C’est pourquoi je pense qu’il nous faut repenser, et non supprimer, les postes de débutant. Pour toutes les raisons que vous avez évoquées, ils sont essentiels. Nous avons besoin de personnes capables d’orchestrer des systèmes, de gérer des agents et d’approfondir leurs connaissances du domaine, ce qui prend du temps. Il est donc crucial qu’elles acquièrent de l’expérience, qu’elles mettent en pratique et développent ces compétences humaines si importantes pour leur évolution de carrière et leur accession au leadership.

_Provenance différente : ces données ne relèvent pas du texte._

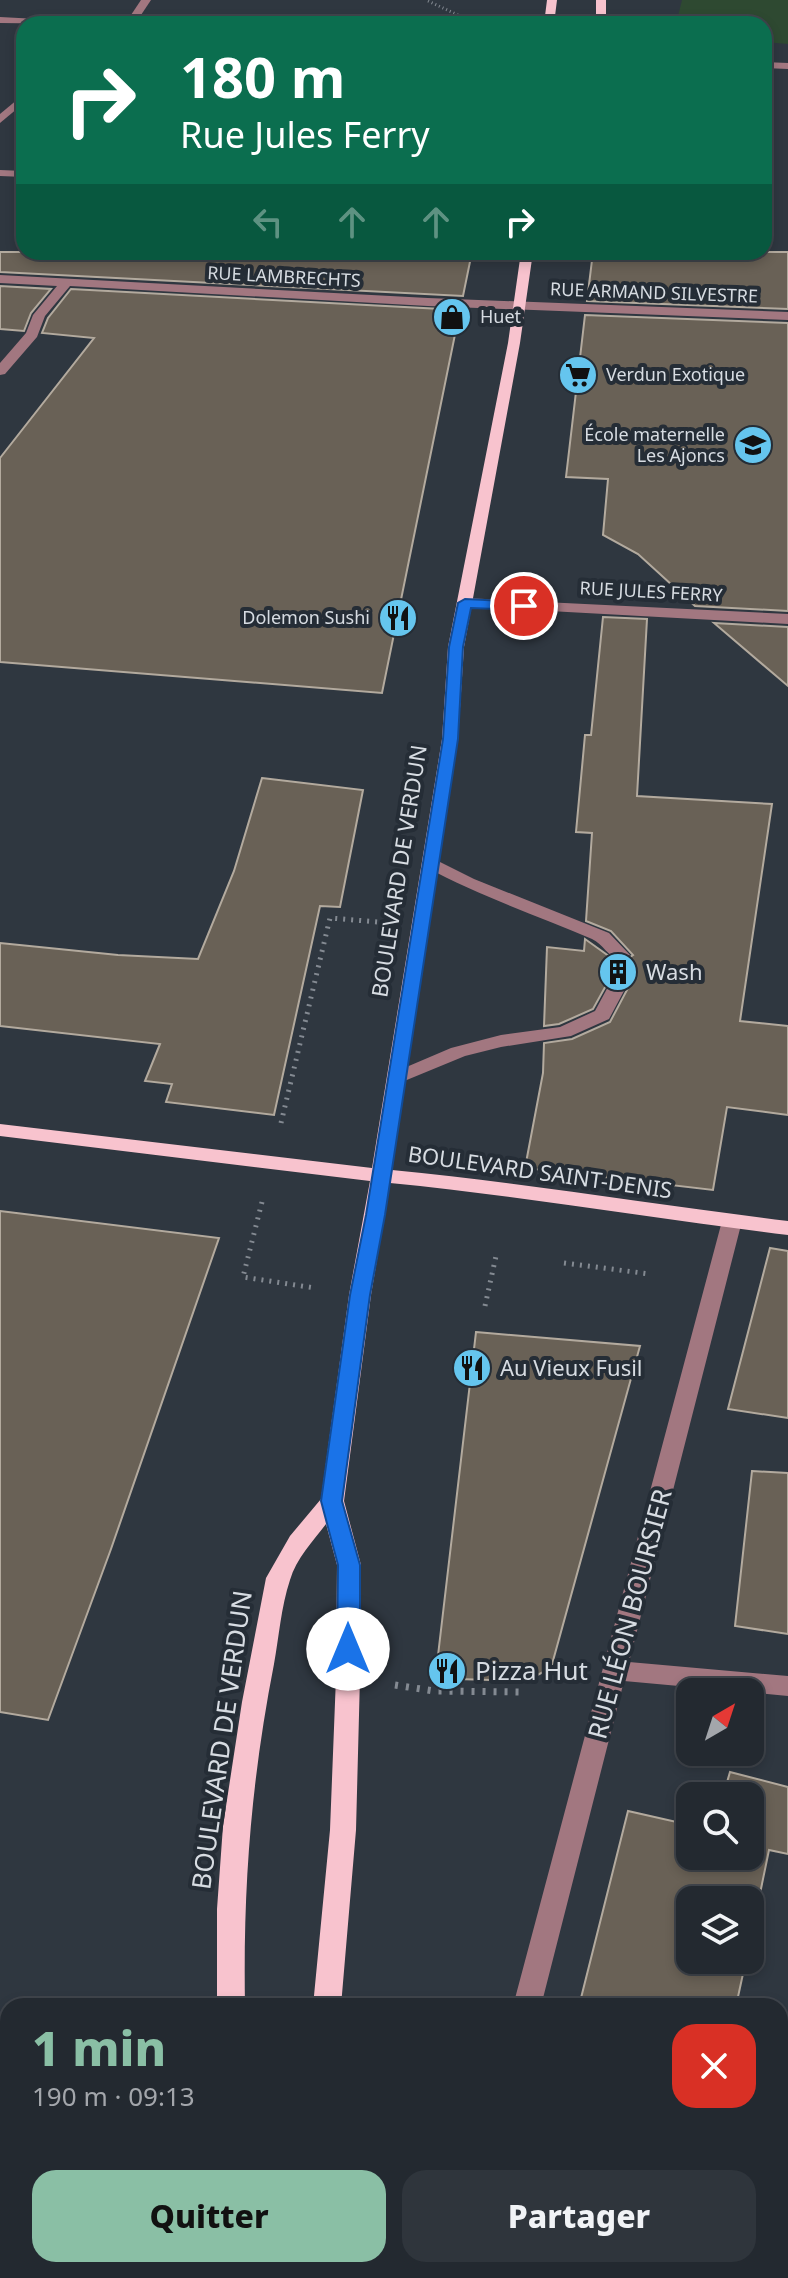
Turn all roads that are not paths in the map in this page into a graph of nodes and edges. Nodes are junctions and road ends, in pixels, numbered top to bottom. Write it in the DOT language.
graph roads {
  1 [pos="16,105"];
  2 [pos="0,120"];
  3 [pos="526,260"];
  4 [pos="0,279"];
  5 [pos="66,283"];
  6 [pos="518,305"];
  7 [pos="788,316"];
  8 [pos="0,371"];
  9 [pos="465,603"];
  10 [pos="788,619"];
  11 [pos="432,863"];
  12 [pos="621,955"];
  13 [pos="616,989"];
  14 [pos="397,1078"];
  15 [pos="0,1130"];
  16 [pos="732,1221"];
  17 [pos="788,1228"];
  18 [pos="332,1501"];
  19 [pos="615,1670"];
  20 [pos="788,1686"];
  21 [pos="231,1998"];
  22 [pos="328,1998"];
  23 [pos="529,1998"];
  1 -- 2 [label="street"];
  3 -- 6 [label="main road, BOULEVARD DE VERDUN"];
  4 -- 5 [label="street, RUE LAMBRECHTS"];
  5 -- 6 [label="street, RUE LAMBRECHTS"];
  5 -- 8 [label="street"];
  6 -- 7 [label="street, RUE ARMAND SILVESTRE"];
  6 -- 9 [label="main road, BOULEVARD DE VERDUN"];
  9 -- 10 [label="street, RUE JULES FERRY"];
  9 -- 11 [label="main road, BOULEVARD DE VERDUN"];
  11 -- 12 [label="street"];
  11 -- 14 [label="main road, BOULEVARD DE VERDUN"];
  13 -- 14 [label="street"];
  14 -- 18 [label="main road, BOULEVARD DE VERDUN"];
  15 -- 16 [label="main road, BOULEVARD SAINT-DENIS"];
  16 -- 17 [label="main road, BOULEVARD SAINT-DENIS"];
  16 -- 19 [label="street, RUE LÉON BOURSIER"];
  18 -- 21 [label="main road, BOULEVARD DE VERDUN"];
  18 -- 22 [label="main road, BOULEVARD DE VERDUN"];
  19 -- 20 [label="street"];
  19 -- 23 [label="street, RUE LÉON BOURSIER"];
}
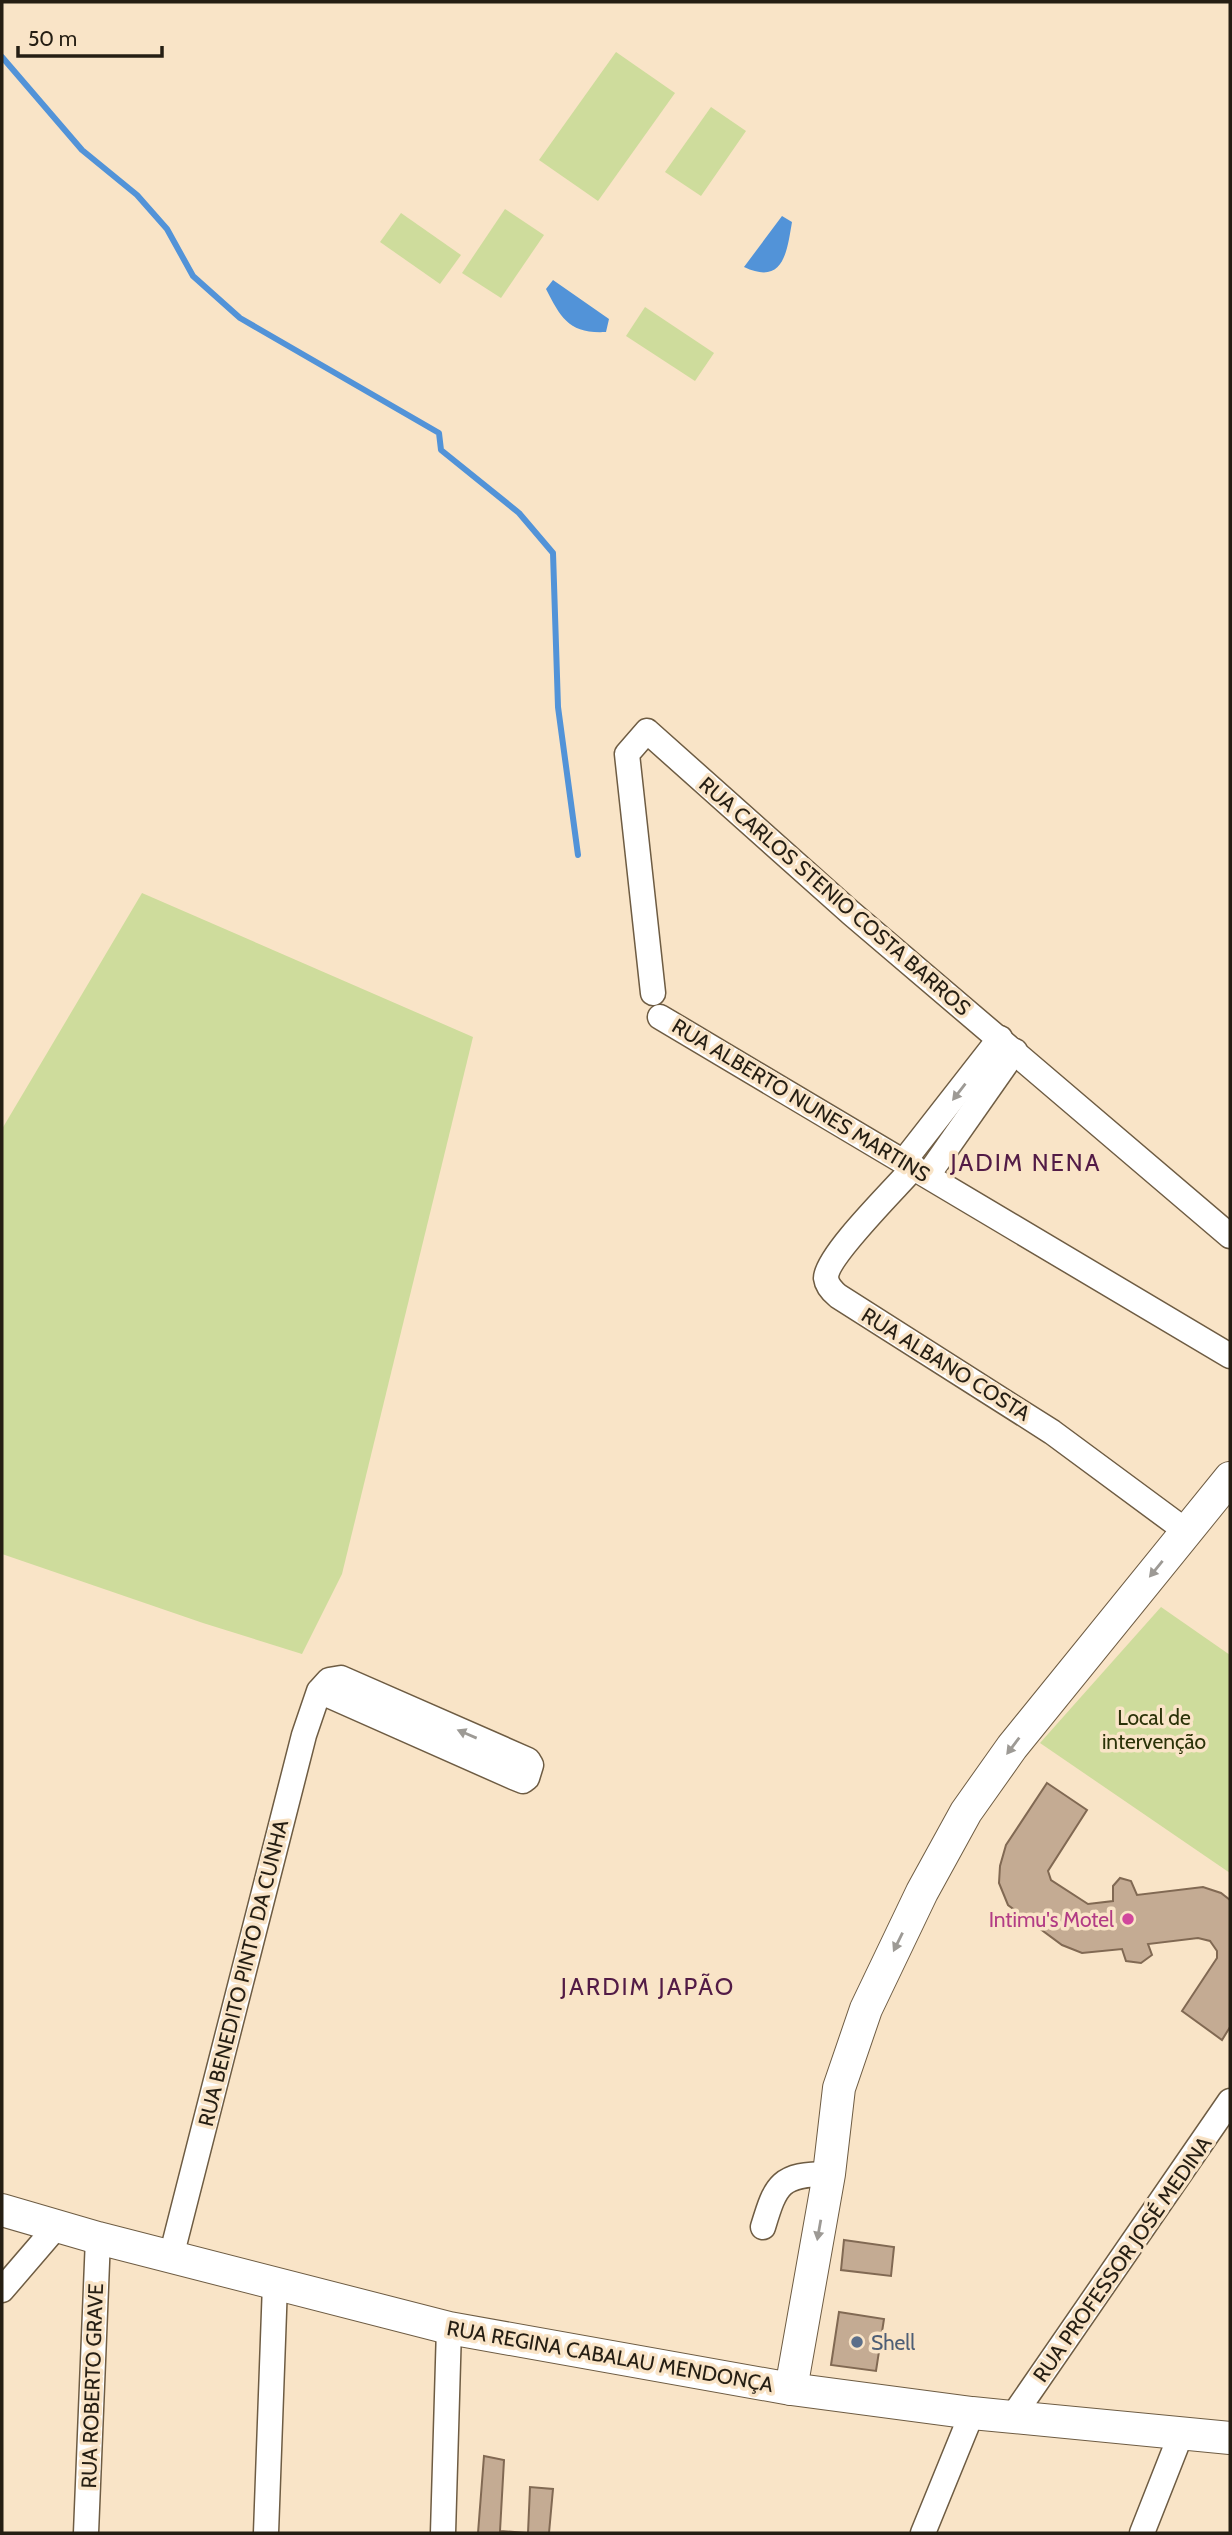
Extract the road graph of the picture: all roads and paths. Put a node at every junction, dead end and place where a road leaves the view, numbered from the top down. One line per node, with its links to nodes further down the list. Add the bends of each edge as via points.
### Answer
1 (653, 993): 3 (street, RUA CARLOS STENIO COSTA BARROS, via 627,754 647,731)
2 (660, 1017): 4 (street, RUA ALBERTO NUNES MARTINS)
3 (1007, 1045): 4 (street, RUA ALBANO COSTA); 5 (street, RUA CARLOS STENIO COSTA BARROS)
4 (915, 1168): 6 (street, RUA ALBERTO NUNES MARTINS); 8 (street, RUA ALBANO COSTA, via 834,1256 826,1278 828,1287 1052,1432)
5 (1230, 1236)
6 (1230, 1356)
7 (1230, 1478): 8 (main road)
8 (1186, 1531): 11 (main road, one-way to 11, via 1012,1747 966,1812 866,2010 839,2088)
9 (417, 1723): 16 (street, RUA BENEDITO PINTO DA CUNHA, via 341,1678 329,1680 319,1691)
10 (1230, 2101): 22 (street, RUA PROFESSOR JOSÉ MEDINA)
11 (829, 2174): 14 (street, via 789,2179 774,2191); 20 (main road, one-way to 20)
12 (2, 2210): 13 (main road, RUA REGINA CABALAU MENDONÇA)
13 (57, 2226): 15 (main road, RUA REGINA CABALAU MENDONÇA); 18 (street)
14 (763, 2227)
15 (98, 2238): 16 (main road, RUA REGINA CABALAU MENDONÇA); 25 (street, RUA ROBERTO GRAVE)
16 (171, 2257): 17 (main road, RUA REGINA CABALAU MENDONÇA)
17 (275, 2284): 19 (main road, RUA REGINA CABALAU MENDONÇA); 26 (street)
18 (2, 2290)
19 (449, 2328): 20 (main road, RUA REGINA CABALAU MENDONÇA); 27 (street)
20 (791, 2389): 21 (main road, RUA REGINA CABALAU MENDONÇA)
21 (972, 2413): 22 (main road, RUA REGINA CABALAU MENDONÇA); 28 (street)
22 (1013, 2416): 23 (main road, RUA REGINA CABALAU MENDONÇA)
23 (1181, 2434): 24 (main road, RUA REGINA CABALAU MENDONÇA); 29 (street)
24 (1230, 2438)
25 (86, 2533)
26 (266, 2533)
27 (443, 2533)
28 (923, 2533)
29 (1142, 2533)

La santé de notre vivier de talents dépend de notre capacité à investir continuellement et à repenser le recrutement des jeunes diplômés afin de tirer parti de leurs atouts et de leur offrir des opportunités d'approfondir leurs connaissances techniques et relationnelles. Élargir l'accès et promouvoir l'équité grâce à des programmes de recrutement basés sur les compétences est également essentiel pour favoriser la formation de nouveaux talents. De nombreux postes ne requièrent pas un diplôme universitaire de quatre ans si les compétences essentielles, ou les compétences connexes, sont présentes ou peuvent être acquises par le biais d'un apprentissage ou d'une certification. Intégrer les jeunes talents par ces voies est une stratégie très efficace. En les recrutant plus tôt, on leur permet de développer une expertise métier et les compétences relationnelles qui feront d'eux les leaders de demain.

Si vous deviez vous adresser à un auditoire composé de membres de conseils d'administration et de PDG, quel serait le message essentiel que vous souhaiteriez leur transmettre concernant l'avenir du travail à l'ère de l'IA ? Que doivent-ils comprendre sur la manière dont l'organisation du travail, le recrutement, la formation des futurs leaders et la gestion des talents vont évoluer à ce stade ?

Je leur dirais que l'IA n'est pas quelque chose qu'on installe ; c'est une nouvelle façon de travailler. On obtient une véritable valeur ajoutée pour une entreprise en repensant le travail, en restructurant le modèle opérationnel et en investissant dans le capital humain au même rythme que dans la technologie. Nos données montrent que de nombreuses organisations investissent dans la technologie environ trois fois plus vite que dans le capital humain. C'est une erreur.

Voici cinq actions clés qui augmentent considérablement vos chances d'obtenir des résultats à l'échelle de l'entreprise. Premièrement, privilégiez la valeur : priorisez les flux de travail à fort impact et mesurez les résultats dans le compte de résultat. Deuxièmement, repensez les talents et les méthodes de travail : adoptez un langage commun des compétences, définissez des rôles pour les collaborateurs et les agents, et accompagnez le développement des talents. Troisièmement, construisez un socle numérique basé sur l'IA : un ensemble intégré de compétences, de données et de flux de travail permettant de déployer des systèmes multi-agents à grande échelle et de mettre en place des garde-fous adaptés. Quatrièmement, utilisez l'IA de manière responsable : instaurez une gouvernance centralisée, des audits, des contrôles des biais et une implication humaine constante. Cinquièmement, favorisez l'innovation continue. Il ne s'agit pas d'un simple projet ; c'est le mode de fonctionnement de votre entreprise.

Comme nous l'avons évoqué, le rôle des RH est absolument central dans tout cela. Les responsables RH joueront un rôle crucial pour accompagner les changements organisationnels et culturels qui doivent aller de pair avec l'adoption des technologies.